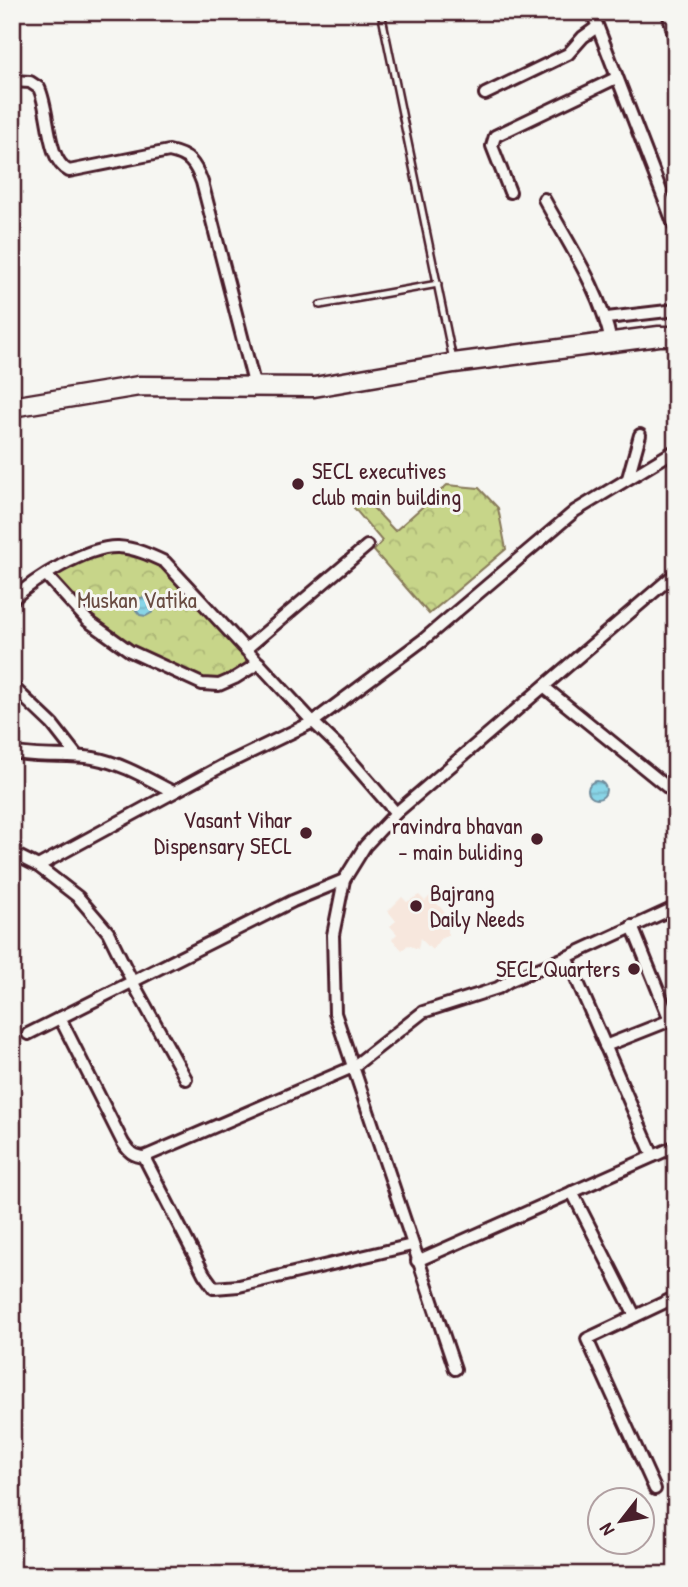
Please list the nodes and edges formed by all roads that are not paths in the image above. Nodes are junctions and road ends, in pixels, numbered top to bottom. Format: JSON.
{"nodes":[{"id":1,"x":381,"y":12,"type":"edge"},
{"id":2,"x":592,"y":12,"type":"edge"},
{"id":3,"x":668,"y":12,"type":"edge"},
{"id":4,"x":597,"y":27,"type":"junction"},
{"id":5,"x":676,"y":43,"type":"edge"},
{"id":6,"x":616,"y":78,"type":"junction"},
{"id":7,"x":12,"y":81,"type":"edge"},
{"id":8,"x":485,"y":94,"type":"dead end"},
{"id":9,"x":510,"y":192,"type":"dead end"},
{"id":10,"x":544,"y":199,"type":"dead end"},
{"id":11,"x":676,"y":230,"type":"edge"},
{"id":12,"x":438,"y":284,"type":"junction"},
{"id":13,"x":12,"y":296,"type":"edge"},
{"id":14,"x":320,"y":305,"type":"dead end"},
{"id":15,"x":676,"y":310,"type":"edge"},
{"id":16,"x":12,"y":316,"type":"edge"},
{"id":17,"x":607,"y":318,"type":"junction"},
{"id":18,"x":676,"y":336,"type":"edge"},
{"id":19,"x":611,"y":342,"type":"junction"},
{"id":20,"x":454,"y":363,"type":"junction"},
{"id":21,"x":255,"y":387,"type":"junction"},
{"id":22,"x":12,"y":407,"type":"edge"},
{"id":23,"x":640,"y":435,"type":"dead end"},
{"id":24,"x":676,"y":450,"type":"edge"},
{"id":25,"x":628,"y":478,"type":"junction"},
{"id":26,"x":367,"y":546,"type":"dead end"},
{"id":27,"x":676,"y":573,"type":"edge"},
{"id":28,"x":46,"y":575,"type":"junction"},
{"id":29,"x":12,"y":600,"type":"edge"},
{"id":30,"x":246,"y":649,"type":"junction"},
{"id":31,"x":259,"y":663,"type":"junction"},
{"id":32,"x":12,"y":686,"type":"edge"},
{"id":33,"x":544,"y":687,"type":"junction"},
{"id":34,"x":313,"y":722,"type":"junction"},
{"id":35,"x":12,"y":752,"type":"edge"},
{"id":36,"x":77,"y":756,"type":"junction"},
{"id":37,"x":173,"y":792,"type":"junction"},
{"id":38,"x":676,"y":794,"type":"edge"},
{"id":39,"x":396,"y":813,"type":"junction"},
{"id":40,"x":12,"y":853,"type":"edge"},
{"id":41,"x":38,"y":866,"type":"junction"},
{"id":42,"x":344,"y":880,"type":"junction"},
{"id":43,"x":676,"y":907,"type":"edge"},
{"id":44,"x":632,"y":926,"type":"junction"},
{"id":45,"x":567,"y":957,"type":"junction"},
{"id":46,"x":133,"y":983,"type":"junction"},
{"id":47,"x":60,"y":1018,"type":"junction"},
{"id":48,"x":673,"y":1019,"type":"edge"},
{"id":49,"x":29,"y":1034,"type":"dead end"},
{"id":50,"x":606,"y":1046,"type":"junction"},
{"id":51,"x":353,"y":1067,"type":"junction"},
{"id":52,"x":186,"y":1080,"type":"dead end"},
{"id":53,"x":676,"y":1146,"type":"edge"},
{"id":54,"x":653,"y":1156,"type":"junction"},
{"id":55,"x":144,"y":1157,"type":"junction"},
{"id":56,"x":572,"y":1192,"type":"junction"},
{"id":57,"x":412,"y":1245,"type":"junction"},
{"id":58,"x":417,"y":1261,"type":"junction"},
{"id":59,"x":676,"y":1297,"type":"edge"},
{"id":60,"x":635,"y":1316,"type":"junction"},
{"id":61,"x":455,"y":1369,"type":"dead end"},
{"id":62,"x":653,"y":1486,"type":"edge"}],
"edges":[{"from":1,"to":12,"type":"lane"},
{"from":2,"to":4,"type":"street"},
{"from":3,"to":5,"type":"street"},
{"from":4,"to":6,"type":"street"},
{"from":4,"to":8,"type":"street"},
{"from":6,"to":9,"type":"street"},
{"from":6,"to":11,"type":"street"},
{"from":7,"to":21,"type":"street"},
{"from":10,"to":17,"type":"street"},
{"from":12,"to":14,"type":"lane"},
{"from":12,"to":20,"type":"lane"},
{"from":13,"to":16,"type":"street"},
{"from":15,"to":17,"type":"street"},
{"from":17,"to":19,"type":"street"},
{"from":18,"to":19,"type":"main road"},
{"from":19,"to":20,"type":"main road"},
{"from":20,"to":21,"type":"main road"},
{"from":21,"to":22,"type":"main road"},
{"from":23,"to":25,"type":"street"},
{"from":24,"to":25,"type":"street"},
{"from":25,"to":34,"type":"street"},
{"from":26,"to":30,"type":"street"},
{"from":27,"to":33,"type":"street"},
{"from":28,"to":29,"type":"street"},
{"from":28,"to":30,"type":"street"},
{"from":28,"to":31,"type":"street"},
{"from":30,"to":31,"type":"street"},
{"from":31,"to":34,"type":"street"},
{"from":32,"to":36,"type":"street"},
{"from":33,"to":38,"type":"street"},
{"from":33,"to":39,"type":"street"},
{"from":34,"to":37,"type":"street"},
{"from":34,"to":39,"type":"street"},
{"from":35,"to":36,"type":"street"},
{"from":36,"to":37,"type":"street"},
{"from":37,"to":41,"type":"street"},
{"from":39,"to":42,"type":"street"},
{"from":40,"to":41,"type":"street"},
{"from":41,"to":46,"type":"street"},
{"from":42,"to":46,"type":"street"},
{"from":42,"to":51,"type":"street"},
{"from":43,"to":44,"type":"street"},
{"from":44,"to":45,"type":"street"},
{"from":44,"to":48,"type":"street"},
{"from":45,"to":50,"type":"street"},
{"from":45,"to":51,"type":"street"},
{"from":46,"to":47,"type":"street"},
{"from":46,"to":52,"type":"street"},
{"from":47,"to":49,"type":"street"},
{"from":47,"to":55,"type":"street"},
{"from":48,"to":50,"type":"street"},
{"from":50,"to":54,"type":"street"},
{"from":51,"to":55,"type":"street"},
{"from":51,"to":57,"type":"street"},
{"from":53,"to":54,"type":"street"},
{"from":54,"to":56,"type":"street"},
{"from":55,"to":57,"type":"street"},
{"from":56,"to":58,"type":"street"},
{"from":56,"to":60,"type":"street"},
{"from":57,"to":58,"type":"street"},
{"from":58,"to":61,"type":"street"},
{"from":59,"to":60,"type":"street"},
{"from":60,"to":62,"type":"street"}]}
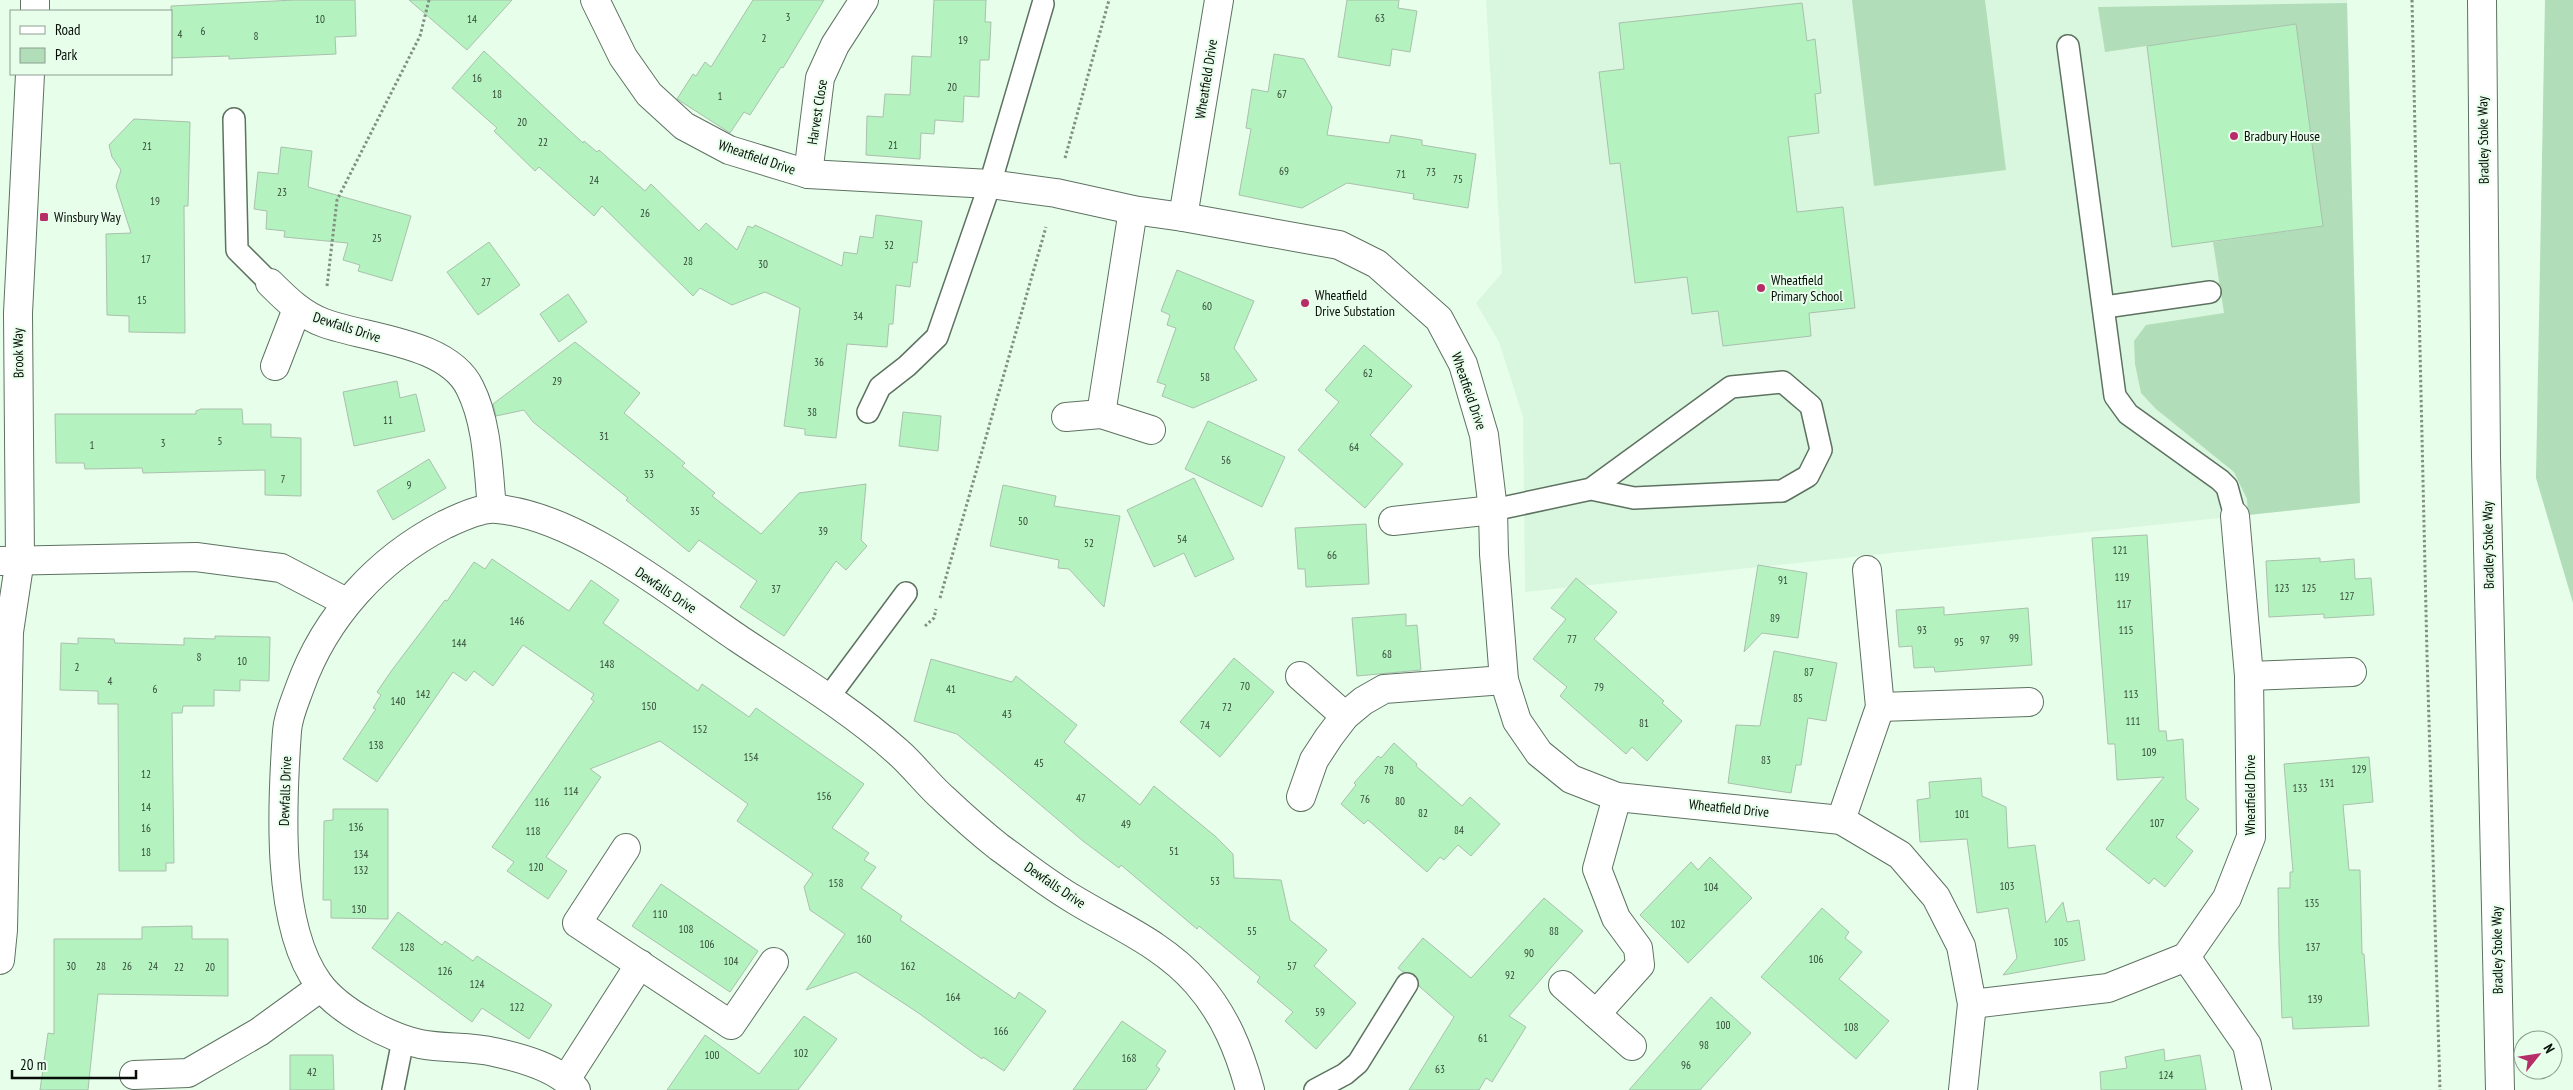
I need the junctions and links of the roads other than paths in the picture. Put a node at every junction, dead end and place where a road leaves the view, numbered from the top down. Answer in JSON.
{"nodes":[{"id":1,"x":595,"y":0,"type":"edge"},
{"id":2,"x":864,"y":0,"type":"edge"},
{"id":3,"x":1219,"y":0,"type":"edge"},
{"id":4,"x":2482,"y":0,"type":"edge"},
{"id":5,"x":1044,"y":4,"type":"dead end"},
{"id":6,"x":2068,"y":46,"type":"dead end"},
{"id":7,"x":30,"y":75,"type":"edge"},
{"id":8,"x":234,"y":119,"type":"dead end"},
{"id":9,"x":808,"y":174,"type":"junction"},
{"id":10,"x":990,"y":184,"type":"junction"},
{"id":11,"x":1133,"y":210,"type":"junction"},
{"id":12,"x":1184,"y":216,"type":"junction"},
{"id":13,"x":270,"y":283,"type":"joint"},
{"id":14,"x":2210,"y":292,"type":"dead end"},
{"id":15,"x":2105,"y":307,"type":"junction"},
{"id":16,"x":297,"y":309,"type":"junction"},
{"id":17,"x":9,"y":312,"type":"edge"},
{"id":18,"x":274,"y":366,"type":"dead end"},
{"id":19,"x":868,"y":412,"type":"dead end"},
{"id":20,"x":1101,"y":414,"type":"junction"},
{"id":21,"x":1066,"y":416,"type":"dead end"},
{"id":22,"x":1151,"y":430,"type":"dead end"},
{"id":23,"x":1591,"y":489,"type":"junction"},
{"id":24,"x":492,"y":508,"type":"junction"},
{"id":25,"x":1494,"y":510,"type":"junction"},
{"id":26,"x":2235,"y":516,"type":"joint"},
{"id":27,"x":1394,"y":521,"type":"dead end"},
{"id":28,"x":10,"y":560,"type":"edge"},
{"id":29,"x":1867,"y":570,"type":"dead end"},
{"id":30,"x":906,"y":593,"type":"dead end"},
{"id":31,"x":0,"y":602,"type":"edge"},
{"id":32,"x":346,"y":602,"type":"junction"},
{"id":33,"x":9,"y":632,"type":"junction"},
{"id":34,"x":2352,"y":672,"type":"dead end"},
{"id":35,"x":1300,"y":676,"type":"dead end"},
{"id":36,"x":2249,"y":676,"type":"junction"},
{"id":37,"x":1504,"y":680,"type":"junction"},
{"id":38,"x":828,"y":698,"type":"junction"},
{"id":39,"x":2029,"y":702,"type":"dead end"},
{"id":40,"x":1880,"y":707,"type":"junction"},
{"id":41,"x":1345,"y":716,"type":"junction"},
{"id":42,"x":1301,"y":797,"type":"dead end"},
{"id":43,"x":1617,"y":797,"type":"junction"},
{"id":44,"x":1841,"y":820,"type":"junction"},
{"id":45,"x":626,"y":848,"type":"dead end"},
{"id":46,"x":1,"y":930,"type":"edge"},
{"id":47,"x":2186,"y":957,"type":"junction"},
{"id":48,"x":0,"y":960,"type":"edge"},
{"id":49,"x":774,"y":962,"type":"dead end"},
{"id":50,"x":640,"y":964,"type":"junction"},
{"id":51,"x":1408,"y":984,"type":"dead end"},
{"id":52,"x":1564,"y":985,"type":"dead end"},
{"id":53,"x":321,"y":987,"type":"junction"},
{"id":54,"x":1972,"y":1004,"type":"junction"},
{"id":55,"x":1596,"y":1014,"type":"junction"},
{"id":56,"x":403,"y":1040,"type":"junction"},
{"id":57,"x":1632,"y":1046,"type":"dead end"},
{"id":58,"x":134,"y":1075,"type":"dead end"},
{"id":59,"x":572,"y":1084,"type":"edge"},
{"id":60,"x":393,"y":1090,"type":"edge"},
{"id":61,"x":1250,"y":1090,"type":"edge"},
{"id":62,"x":1315,"y":1090,"type":"edge"},
{"id":63,"x":1963,"y":1090,"type":"edge"},
{"id":64,"x":2257,"y":1090,"type":"edge"},
{"id":65,"x":2500,"y":1090,"type":"edge"}],
"edges":[{"from":1,"to":9,"type":"street","name":"Wheatfield Drive"},
{"from":2,"to":9,"type":"street","name":"Harvest Close"},
{"from":3,"to":12,"type":"street","name":"Wheatfield Drive"},
{"from":4,"to":65,"type":"street","name":"Bradley Stoke Way"},
{"from":5,"to":10,"type":"lane"},
{"from":6,"to":15,"type":"lane"},
{"from":7,"to":17,"type":"street","name":"Brook Way"},
{"from":8,"to":13,"type":"lane","name":"Dewfalls Drive"},
{"from":9,"to":10,"type":"street","name":"Wheatfield Drive"},
{"from":10,"to":11,"type":"street","name":"Wheatfield Drive"},
{"from":10,"to":19,"type":"lane"},
{"from":11,"to":12,"type":"street","name":"Wheatfield Drive"},
{"from":11,"to":20,"type":"street"},
{"from":12,"to":25,"type":"street","name":"Wheatfield Drive"},
{"from":13,"to":16,"type":"street","name":"Dewfalls Drive"},
{"from":14,"to":15,"type":"lane"},
{"from":15,"to":26,"type":"lane"},
{"from":16,"to":18,"type":"street","name":"Dewfalls Drive"},
{"from":16,"to":24,"type":"street","name":"Dewfalls Drive"},
{"from":17,"to":28,"type":"street","name":"Brook Way"},
{"from":20,"to":21,"type":"street"},
{"from":20,"to":22,"type":"street"},
{"from":23,"to":23,"type":"lane"},
{"from":23,"to":25,"type":"lane"},
{"from":24,"to":32,"type":"street","name":"Dewfalls Drive"},
{"from":24,"to":38,"type":"street","name":"Dewfalls Drive"},
{"from":25,"to":27,"type":"street"},
{"from":25,"to":37,"type":"street","name":"Wheatfield Drive"},
{"from":26,"to":36,"type":"street","name":"Wheatfield Drive"},
{"from":28,"to":32,"type":"street"},
{"from":28,"to":33,"type":"street","name":"Brook Way"},
{"from":29,"to":40,"type":"street"},
{"from":30,"to":38,"type":"lane"},
{"from":31,"to":33,"type":"street","name":"Brook Way"},
{"from":32,"to":53,"type":"street","name":"Dewfalls Drive"},
{"from":33,"to":46,"type":"street","name":"Brook Way"},
{"from":34,"to":36,"type":"street"},
{"from":35,"to":41,"type":"street"},
{"from":36,"to":47,"type":"street","name":"Wheatfield Drive"},
{"from":37,"to":41,"type":"street"},
{"from":37,"to":43,"type":"street","name":"Wheatfield Drive"},
{"from":38,"to":61,"type":"street","name":"Dewfalls Drive"},
{"from":39,"to":40,"type":"street"},
{"from":40,"to":44,"type":"street"},
{"from":41,"to":42,"type":"street"},
{"from":43,"to":44,"type":"street","name":"Wheatfield Drive"},
{"from":43,"to":55,"type":"street"},
{"from":44,"to":54,"type":"street","name":"Wheatfield Drive"},
{"from":45,"to":50,"type":"street"},
{"from":46,"to":48,"type":"street","name":"Brook Way"},
{"from":47,"to":54,"type":"street"},
{"from":47,"to":64,"type":"street"},
{"from":49,"to":50,"type":"street"},
{"from":50,"to":59,"type":"street","name":"Dewfalls Drive"},
{"from":51,"to":62,"type":"lane"},
{"from":52,"to":55,"type":"street"},
{"from":53,"to":56,"type":"street","name":"Dewfalls Drive"},
{"from":53,"to":58,"type":"street"},
{"from":54,"to":63,"type":"street","name":"Wheatfield Drive"},
{"from":55,"to":57,"type":"street"},
{"from":56,"to":59,"type":"street","name":"Dewfalls Drive"},
{"from":56,"to":60,"type":"lane"}]}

______

• _Exercise prompt_
Look through the records for the string "numbered". Copy every line that has it.

• _Output for this exercise_
Please list the nodes and edges formed by all roads that are not paths in the image above. Nodes are junctions and road ends, in pixels, numbered top to bottom. Format: JSON.
I need the junctions and links of the roads other than paths in the picture. Put a node at every junction, dead end and place where a road leaves the view, numbered from the top down. Answer in JSON.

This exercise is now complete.